Are you a Google Analytics enthusiast?
More SEO Content
Click Fraud Issue Growing- Emarketer Article
Posted 13 March 2006 - 11:14 AM
A note to anyone who does think they have been the victim of click fraud.
1. Always report immediatey - by phone if possible
2. Send over all the evidence you have straight away
3. Follow it up
4. Reexamine what you are doing PPC wise and see what you can change to reduce the risk (Geo targeting, different keywords etc)
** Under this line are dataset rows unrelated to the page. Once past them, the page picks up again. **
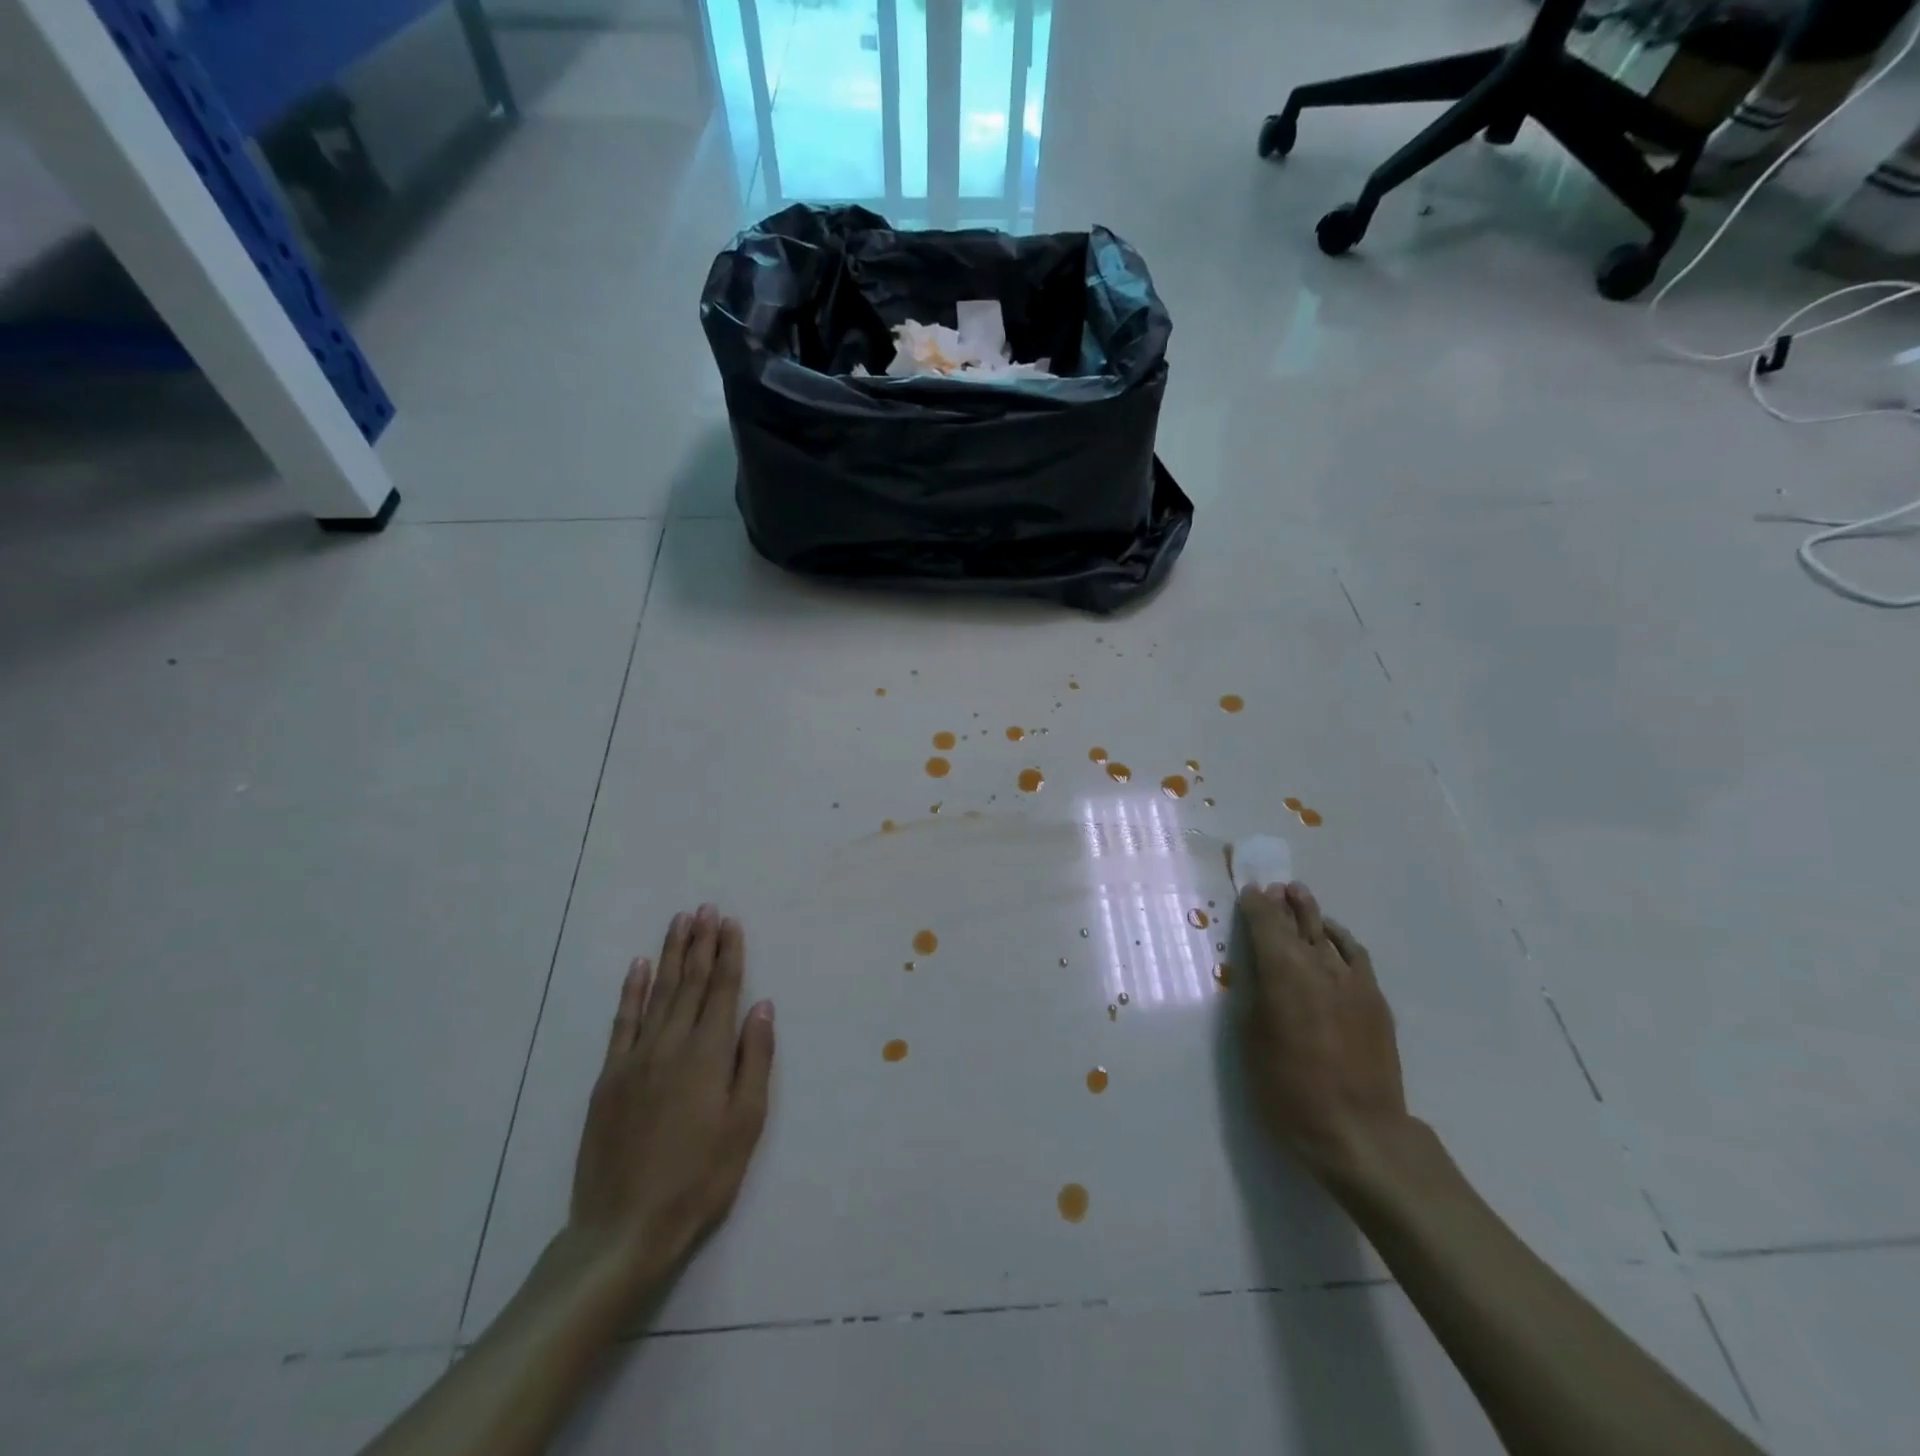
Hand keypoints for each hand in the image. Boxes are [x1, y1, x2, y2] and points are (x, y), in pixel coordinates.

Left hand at [567, 905, 774, 1302]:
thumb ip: (754, 1060)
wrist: (624, 1227)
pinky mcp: (609, 1077)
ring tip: (680, 922)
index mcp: (707, 1054)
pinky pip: (623, 1021)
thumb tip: (761, 1006)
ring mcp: (635, 1058)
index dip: (729, 953)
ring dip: (672, 954)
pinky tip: (639, 966)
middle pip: (691, 982)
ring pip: (659, 992)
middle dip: (701, 942)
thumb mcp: (745, 1124)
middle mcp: (671, 1044)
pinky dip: (632, 990)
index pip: (723, 990)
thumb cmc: (699, 1178)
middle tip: (706, 908)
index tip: (730, 922)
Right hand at [1236, 881, 1409, 1187]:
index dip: (1255, 904)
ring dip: (1312, 914)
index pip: (1266, 923)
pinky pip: (1355, 955)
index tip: (1249, 891)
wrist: (1359, 1132)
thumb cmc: (1289, 1090)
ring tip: (1300, 899)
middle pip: (1299, 921)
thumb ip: (1254, 995)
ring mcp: (1353, 982)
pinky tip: (1334, 939)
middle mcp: (1319, 967)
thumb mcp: (1252, 1040)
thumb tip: (1257, 970)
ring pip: (1329, 933)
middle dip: (1284, 902)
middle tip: (1274, 887)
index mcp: (1283, 973)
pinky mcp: (1375, 1001)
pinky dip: (1340, 939)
We did all this and are still going strong - but we now accept that click fraud is part and parcel of doing business online and we factor the extra costs in.
Is this the case for anyone else?
Sidenote: Even after all this it still happened again but on a smaller scale - by then we were using a very good agency who has good relationships with the search engines we were using - result - refunds in no time!
If you are a bigger advertiser it might be worth getting some professionals on your side - just a thought.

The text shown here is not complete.